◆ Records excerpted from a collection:

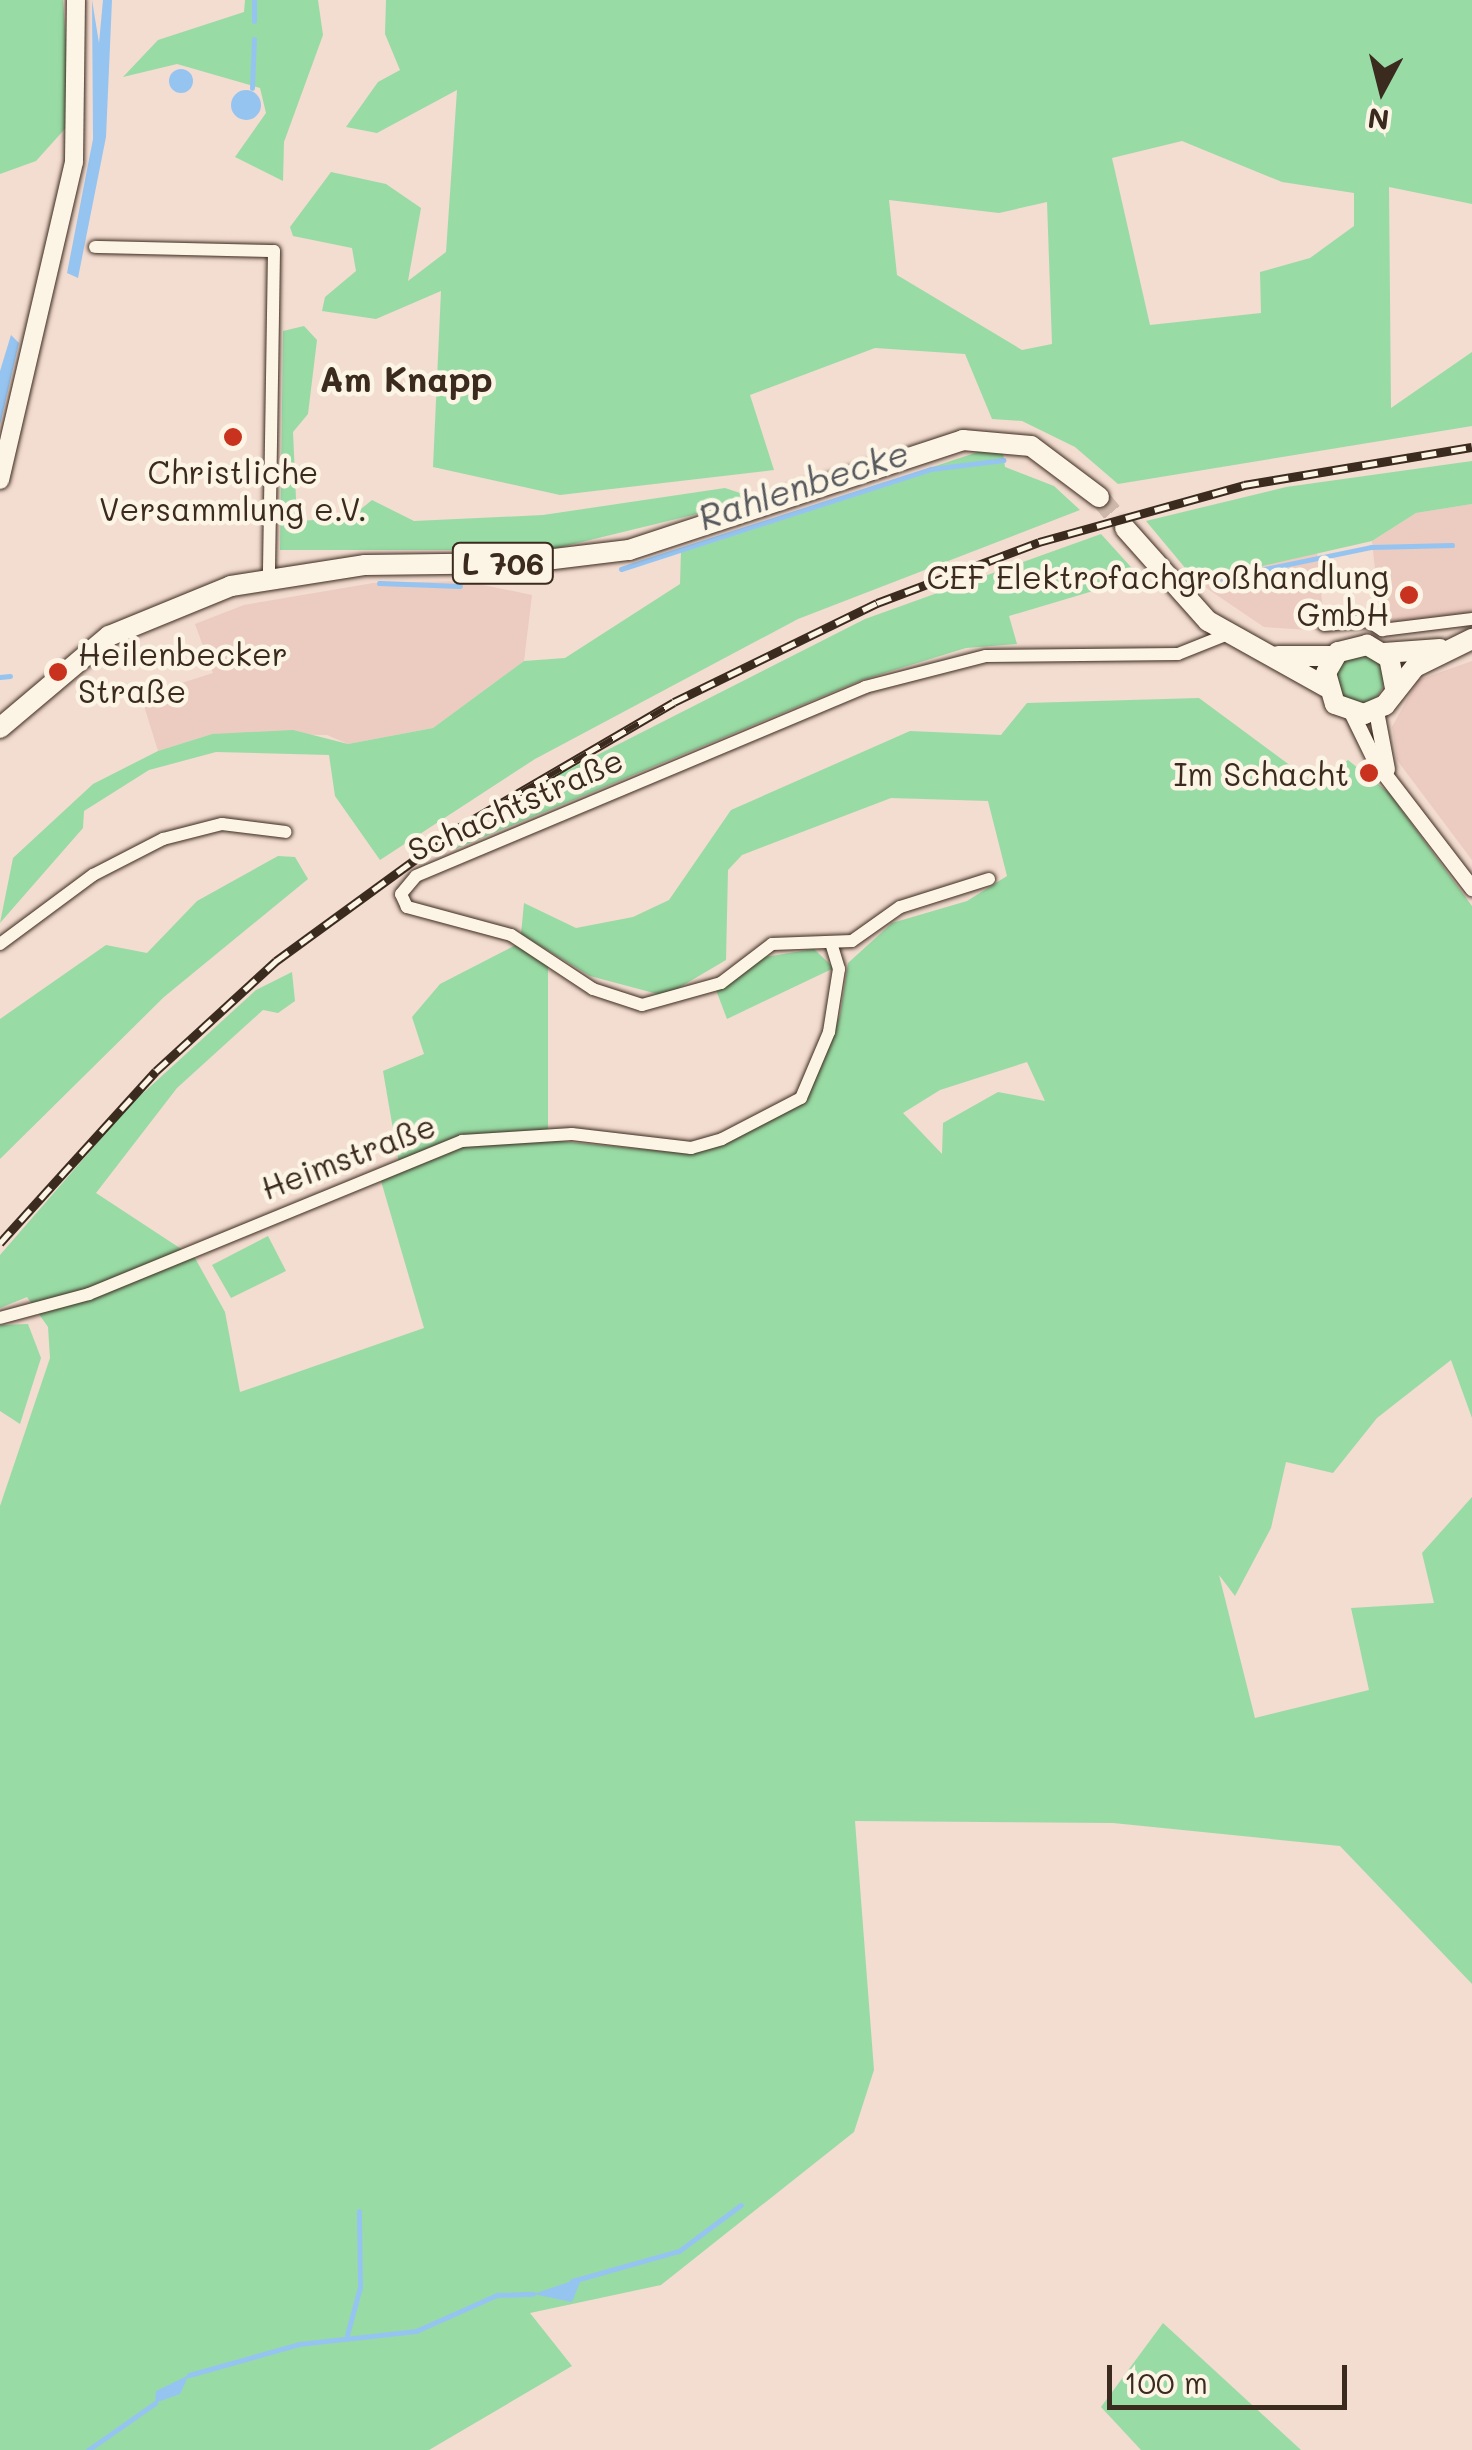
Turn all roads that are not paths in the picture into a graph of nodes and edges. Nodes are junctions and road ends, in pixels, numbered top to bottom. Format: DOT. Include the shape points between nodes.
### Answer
graph roads {
  1 [pos="76,0"];
  2 [pos="95,247"];
  3 [pos="0,480"];
  4 [pos="1099,497"];
  5 [pos="1125,528"];
  6 [pos="269,578"];
  7 [pos="1472,618"];
  8 [pos="1324,625"];
  9 [pos="1228,634"];
  10 [pos="1472,639"];
  11 [pos="1447,648"];
  12 [pos="1384,653"];
  13 [pos="1278,656"];
  14 [pos="1334,656"];
  15 [pos="1326,687"];
  16 [pos="1395,688"];
  17 [pos="1376,711"];
  18 [pos="1352,714"];
  19 [pos="0,728"];
  20 [pos="1392,782"];
  21 [pos="286,832"];
  22 [pos="988,879"];
  23 [pos="1472,888"];
  24 [pos="0,944"];
  25 [pos="832,946"];
  26 [pos="0,1318"];
  1 -- 3 [label="main road" via="74,162"];
  2 -- 6 [label="street" via="274,251"];
  4 -- 6 [label="main road, L 706" via="1031,446 962,440 629,550"];
  5 -- 9 [label="main road"];
  6 -- 19 [label="main road, L 706" via="194,598 109,636"];
  7 -- 8 [label="street" via="1382,630 1368,621"];
  9 -- 13 [label="main road"];
  9 -- 25 [label="street, Schachtstraße" via="1178,654 986,656 865,687 433,869 401,894 407,907 512,935 593,989 642,1006 697,994 772,944"];
  10 -- 11 [label="main road"];
  11 -- 12 [label="main road"];
  11 -- 16 [label="main road"];
  12 -- 14 [label="main road" via="1355,644"];
  12 -- 16 [label="main road"];
  13 -- 14 [label="main road"];
  13 -- 15 [label="main road"];
  14 -- 15 [label="main road"];
  15 -- 18 [label="main road"];
  16 -- 17 [label="main road"];
  17 -- 18 [label="main road"];
  17 -- 20 [label="street"];
  18 -- 20 [label="street"];
  20 -- 23 [label="street"];
  21 -- 24 [label="street" via="222,824 163,840 94,874"];
  22 -- 25 [label="street" via="900,907"];
  25 -- 26 [label="street, Heimstraße" via="839,969 830,1032 801,1098 722,1139 691,1148 572,1134 462,1141 89,1294"];
}
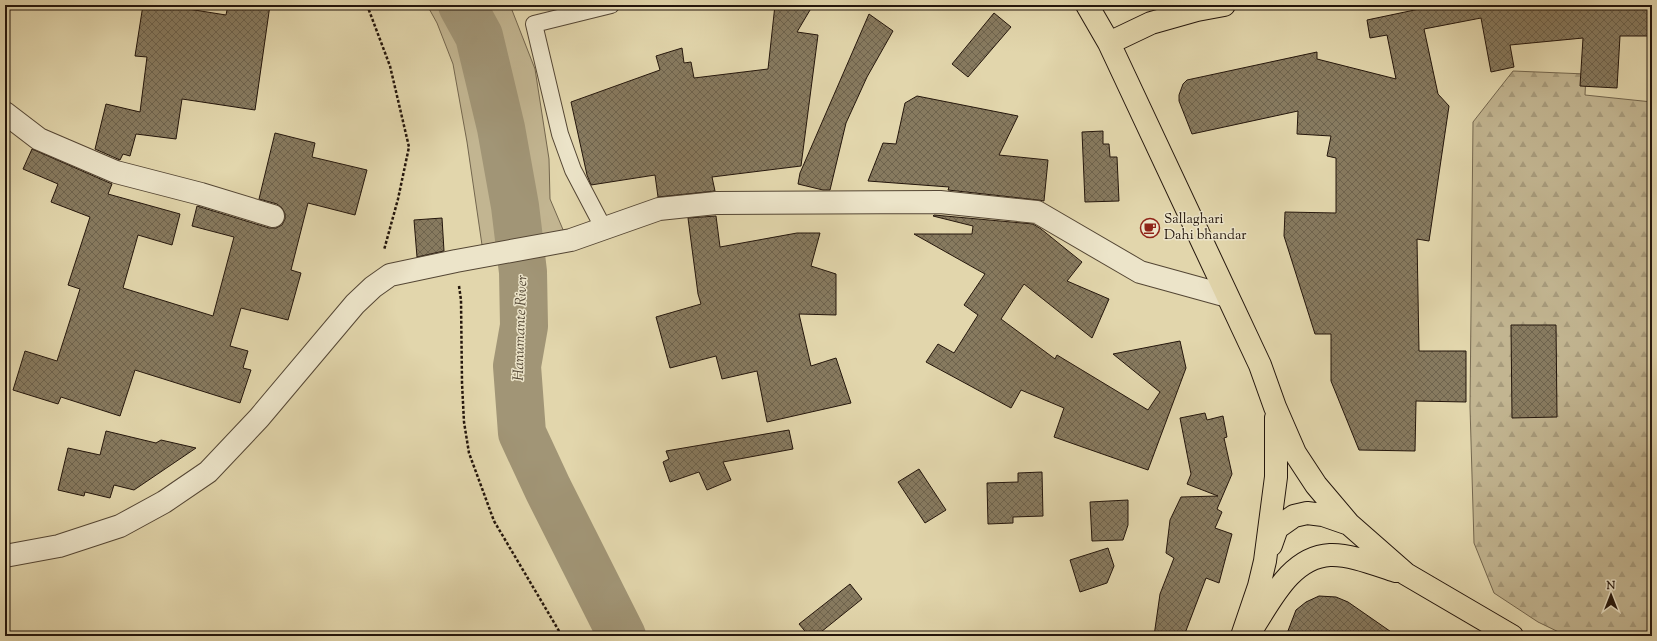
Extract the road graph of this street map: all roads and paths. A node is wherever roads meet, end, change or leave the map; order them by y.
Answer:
1 (367, 5) edge
2 (611, 5) edge
3 (1087, 5) edge
4 (1224, 5) edge
5 (1109, 43) junction
6 (5, 112) edge
7 (273, 216) dead end
8 (604, 229) junction
9 (464, 259) junction
10 (372, 287) junction
11 (1227, 296) junction
12 (1275, 407) junction
13 (1349, 524) junction
14 (5, 556) edge
15 (1265, 562) junction
16 (1406, 574) junction
17 (562, 636) edge
18 (1242, 636) edge
19 (1247, 636) edge
20 (1512, 636) edge

1 - 10 path
2 - 8 lane
3 - 5 main road
4 - 5 main road
5 - 11 main road
6 - 7 street
8 - 9 street
8 - 11 street
9 - 10 street
9 - 17 path
10 - 14 street
11 - 12 main road
12 - 13 main road
12 - 15 main road
13 - 15 main road
13 - 16 main road
15 - 18 main road
16 - 19 main road
16 - 20 main road

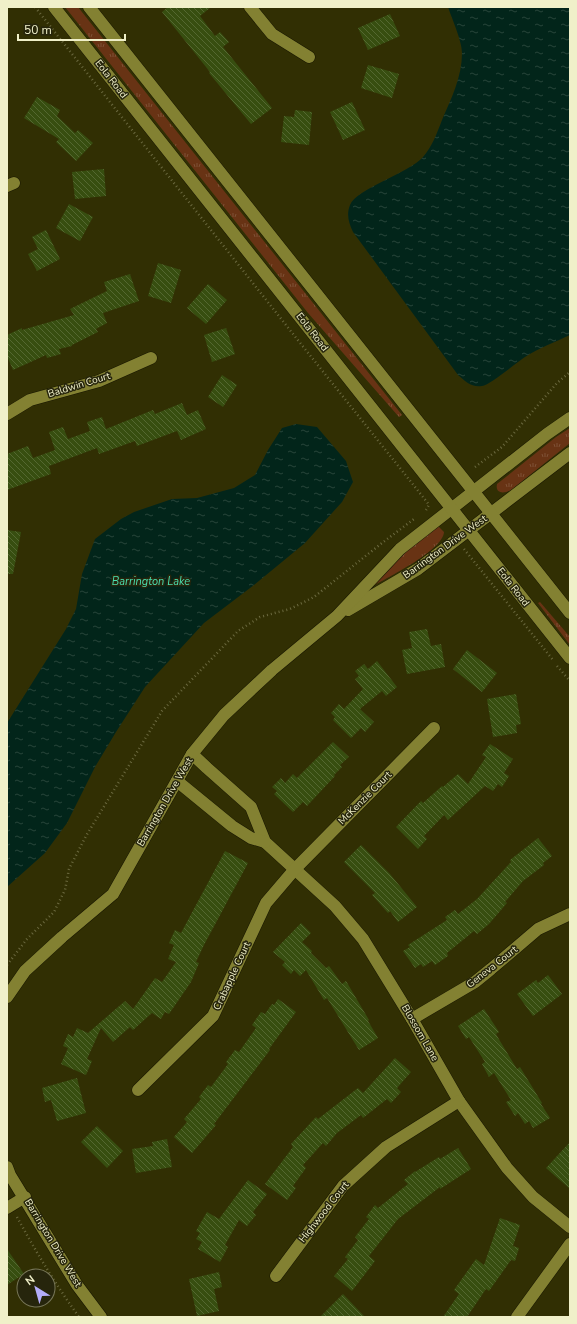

◆ Task brief:
Your copy should match every entry above exactly and contain no pictures.

◆ Your response:
Turn all roads that are not paths in the picture into a graph of nodes and edges. Nodes are junctions and road ends, in pixels, numbered top to bottom. Format: DOT. Include the shape points between nodes.
### Answer
graph roads {
  1 [pos="76,0"];
  2 [pos="95,247"];
  3 [pos="0,480"];
  4 [pos="1099,497"];
  5 [pos="1125,528"];
  6 [pos="269,578"];
  7 [pos="1472,618"];
  8 [pos="1324,625"];
  9 [pos="1228,634"];
  10 [pos="1472,639"];
  11 [pos="1447,648"];
  12 [pos="1384,653"];
  13 [pos="1278,656"];
  14 [pos="1334,656"];
  15 [pos="1326,687"];
  16 [pos="1395,688"];
  17 [pos="1376,711"];
  18 [pos="1352,714"];
  19 [pos="0,728"];
  20 [pos="1392,782"];
  21 [pos="286,832"];
  22 [pos="988,879"];
  23 [pos="1472,888"];
  24 [pos="0,944"];
  25 [pos="832,946"];
  26 [pos="0,1318"];
  1 -- 3 [label="main road" via="74,162"];
  2 -- 6 [label="street" via="274,251"];
  4 -- 6 [label="main road, L 706" via="1031,446 962,440 629,550"];
  5 -- 9 [label="main road"];
  6 -- 19 [label="main road, L 706" via="194,598 109,636"];
  7 -- 8 [label="street" via="1382,630 1368,621"];
  9 -- 13 [label="main road"];
  9 -- 25 [label="street, Schachtstraße" via="1178,654 986,656 865,687 433,869 401,894 407,907 512,935 593,989 642,1006 697,994 772,944"];
  10 -- 11 [label="main road"];
  11 -- 12 [label="main road"];
  11 -- 16 [label="main road"];
  12 -- 14 [label="main road" via="1355,644"];
  12 -- 16 [label="main road"];
  13 -- 14 [label="main road"];
  13 -- 15 [label="main road"];
  14 -- 15 [label="main road"];
  15 -- 18 [label="main road"];
  16 -- 17 [label="main road"];
  17 -- 18 [label="main road"];
  17 -- 20 [label="street"];
  18 -- 20 [label="street"];
  20 -- 23 [label="street"];
  21 -- 24 [label="street" via="222,824 163,840 94,874"];
  22 -- 25 [label="street" via="900,907"];
  25 -- 26 [label="street, Heimstraße" via="839,969 830,1032 801,1098 722,1139 691,1148 572,1134 462,1141 89,1294"];
}
Extract the road graph of this street map: all roads and paths. A node is wherever roads meet, end, change or leave the map; order them by y.
Answer:
1 (367, 5) edge
2 (611, 5) edge
3 (1087, 5) edge
4 (1224, 5) edge
5 (1109, 43) junction
6 (5, 112) edge
7 (273, 216) dead end
8 (604, 229) junction
9 (464, 259) junction
10 (372, 287) junction
11 (1227, 296) junction
12 (1275, 407) junction
13 (1349, 524) junction
14 (5, 556) edge
15 (1265, 562) junction
16 (1406, 574) junction
17 (562, 636) edge
18 (1242, 636) edge
19 (1247, 636) edge
20 (1512, 636) edge

1 - 10 path
2 - 8 lane
3 - 5 main road
4 - 5 main road
5 - 11 main road
6 - 7 street
8 - 9 street
8 - 11 street
9 - 10 street
9 - 17 path
10 - 14 street
11 - 12 main road
12 - 13 main road
12 - 15 main road
13 - 15 main road
13 - 16 main road
15 - 18 main road
16 - 19 main road
16 - 20 main road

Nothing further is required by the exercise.